The following share personal findings and ability improvement after doing programming questions.
This sharing:
- Code display
- Code analysis (focus on the core part);
Example 1:
Translate Arabic numerals into Roman numerals;
The original answer to this programming question was made with pointers, and then the teacher changed it to a three-dimensional array to solve it:
code show
#include<stdio.h>
#include<string.h>
int main()
{
char a[][10][10]={
"","I","II","III","IV","V","VI","VII","VIII","IX",
"","X","XX","XXX","XL","L","LX","LXX","LXXX","XCC",
"","C","CC","CCC","CD","D","DC","DCC","DCCC","CM"
};
int n,t,i,m;
printf("Please input number: ");
scanf("%d",&n);
printf("Output:\n");
if(n<=0 || n>=1000)
{
printf("Input error!\n");
return 0;
}
printf("%d=",n);
for(m=0,i=1000;m<3;m++,i/=10)
{
t=(n%i)/(i/10);//核心。
printf("%s",a[2-m][t]);
}
putchar(10);
return 0;
}
A three-dimensional array is needed, and then the hundreds, tens, and digits are extracted, and then one-to-one mapping to the three-dimensional array can be converted.
Core algorithm part:
for(m=0,i=1000;m<3;m++,i/=10)
{
t=(n%i)/(i/10);
printf("%s",a[2-m][t]);
}
m=0;m<3; using 1000 to mod can realize the separation of singles, tens and hundreds
putchar(10);
The output of putchar(10) here is'\0', which is output as a newline, which is similar to printf("\n");
From this (n%i)/(i/10) expression,
it is worth noting that the value of n%m (n<m) is 1. It is not 0 (because it was always considered to be 0 in the past)...
Example 2:
Count the number of letters in a word;
Code display:
#include <stdio.h>
#include <string.h>
int main()
{
char str[1000]; // 用来读取整个字符串
char *pStr; // 一个字符指针,用来存储以空格和点号分割的字符串
int iCount = 0; // 记录已经有多少数字输出了,由于每个数字间用一个空格分开,因而需要记录数字的输出数目
printf("please input str:");
gets(str);
pStr = strtok(str, " ."); // 先用空格和点号作一次切割
printf("Output:\n");
while(pStr)
{
if(iCount++)
{
putchar(' '); // 数字间使用一个空格分割
}
printf("%d", strlen(pStr)); // 输出单词的长度
pStr = strtok(NULL, " ."); // 做下一次分割
}
putchar('\n'); // 别忘了换行
return 0;
}
Since the use of pointers is involved here, I have to dabble in advance (the winter vacation was expected to start)...

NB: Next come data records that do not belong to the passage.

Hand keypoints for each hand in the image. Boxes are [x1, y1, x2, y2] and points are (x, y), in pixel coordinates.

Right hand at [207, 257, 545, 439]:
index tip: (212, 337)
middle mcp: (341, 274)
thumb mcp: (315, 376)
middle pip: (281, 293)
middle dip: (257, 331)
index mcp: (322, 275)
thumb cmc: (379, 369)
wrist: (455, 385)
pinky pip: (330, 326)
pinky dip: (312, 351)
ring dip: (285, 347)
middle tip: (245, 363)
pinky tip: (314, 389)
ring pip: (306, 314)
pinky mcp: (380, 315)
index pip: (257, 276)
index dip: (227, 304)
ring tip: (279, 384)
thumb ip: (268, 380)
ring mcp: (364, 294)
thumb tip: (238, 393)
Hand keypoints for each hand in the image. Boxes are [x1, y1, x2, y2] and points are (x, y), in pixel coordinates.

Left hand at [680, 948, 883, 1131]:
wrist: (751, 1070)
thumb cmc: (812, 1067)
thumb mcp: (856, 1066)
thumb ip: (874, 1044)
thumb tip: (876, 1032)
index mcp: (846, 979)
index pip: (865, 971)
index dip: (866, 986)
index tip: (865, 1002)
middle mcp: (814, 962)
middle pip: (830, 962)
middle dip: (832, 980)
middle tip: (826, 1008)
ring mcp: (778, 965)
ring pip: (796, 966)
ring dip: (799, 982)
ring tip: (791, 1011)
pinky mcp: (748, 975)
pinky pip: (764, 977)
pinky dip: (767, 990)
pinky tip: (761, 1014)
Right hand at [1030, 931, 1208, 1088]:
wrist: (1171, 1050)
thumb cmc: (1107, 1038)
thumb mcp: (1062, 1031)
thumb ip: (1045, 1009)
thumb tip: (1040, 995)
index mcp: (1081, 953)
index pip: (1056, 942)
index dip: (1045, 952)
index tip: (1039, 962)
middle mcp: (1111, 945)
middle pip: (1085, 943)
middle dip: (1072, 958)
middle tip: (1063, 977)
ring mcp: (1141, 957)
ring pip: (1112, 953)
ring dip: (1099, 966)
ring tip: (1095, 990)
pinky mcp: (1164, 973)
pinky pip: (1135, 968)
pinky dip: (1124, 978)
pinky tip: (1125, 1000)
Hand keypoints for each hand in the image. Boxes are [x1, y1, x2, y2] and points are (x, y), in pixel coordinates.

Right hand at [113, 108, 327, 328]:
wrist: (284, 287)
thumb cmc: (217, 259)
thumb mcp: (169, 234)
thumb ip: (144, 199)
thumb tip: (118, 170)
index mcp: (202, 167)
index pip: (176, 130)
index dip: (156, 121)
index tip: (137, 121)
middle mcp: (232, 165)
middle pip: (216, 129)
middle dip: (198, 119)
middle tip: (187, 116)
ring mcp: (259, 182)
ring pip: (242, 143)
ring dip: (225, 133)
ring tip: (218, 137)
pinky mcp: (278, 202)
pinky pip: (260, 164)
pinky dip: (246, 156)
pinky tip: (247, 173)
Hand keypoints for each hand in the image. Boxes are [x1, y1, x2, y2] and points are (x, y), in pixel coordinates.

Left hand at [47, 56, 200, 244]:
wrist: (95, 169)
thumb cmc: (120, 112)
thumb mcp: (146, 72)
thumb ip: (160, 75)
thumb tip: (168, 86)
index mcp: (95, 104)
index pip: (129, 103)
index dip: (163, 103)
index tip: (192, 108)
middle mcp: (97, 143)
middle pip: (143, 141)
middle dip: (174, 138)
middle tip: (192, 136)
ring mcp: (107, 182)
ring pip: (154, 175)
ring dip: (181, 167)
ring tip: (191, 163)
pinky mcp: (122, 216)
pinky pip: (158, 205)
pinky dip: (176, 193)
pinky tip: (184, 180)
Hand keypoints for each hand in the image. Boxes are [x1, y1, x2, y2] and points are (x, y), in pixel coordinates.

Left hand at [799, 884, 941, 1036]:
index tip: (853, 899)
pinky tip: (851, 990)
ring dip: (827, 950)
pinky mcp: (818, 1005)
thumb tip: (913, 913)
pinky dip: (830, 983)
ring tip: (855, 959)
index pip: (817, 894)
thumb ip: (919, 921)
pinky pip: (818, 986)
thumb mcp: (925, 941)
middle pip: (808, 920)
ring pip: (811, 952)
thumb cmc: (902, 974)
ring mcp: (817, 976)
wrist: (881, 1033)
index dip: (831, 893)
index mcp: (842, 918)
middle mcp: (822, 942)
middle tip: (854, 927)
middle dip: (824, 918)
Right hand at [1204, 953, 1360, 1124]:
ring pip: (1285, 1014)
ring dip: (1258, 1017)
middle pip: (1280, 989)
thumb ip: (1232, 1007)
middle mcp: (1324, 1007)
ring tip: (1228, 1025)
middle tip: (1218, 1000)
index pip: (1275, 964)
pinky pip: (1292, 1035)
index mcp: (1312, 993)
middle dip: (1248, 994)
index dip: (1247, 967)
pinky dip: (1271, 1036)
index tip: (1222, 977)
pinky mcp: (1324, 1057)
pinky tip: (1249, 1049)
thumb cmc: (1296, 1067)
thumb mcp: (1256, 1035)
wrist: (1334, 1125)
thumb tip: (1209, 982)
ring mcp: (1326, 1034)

Code analysis is reflected in the code one by one,
char *pStr strtok(str," .");
pStr = strtok(NULL, "."); These involve pointer parts, learn this part first to solve similar problems.
Here is a special description of NULL in the code;
*p=NULL, the change of the pointer is that p points to a memory whose address is not 0, which reminds that the pointer cannot be referenced. NULL is actually 0x0. A
null pointer refers to a pointer that does not locate memory, and the value is NULL (0).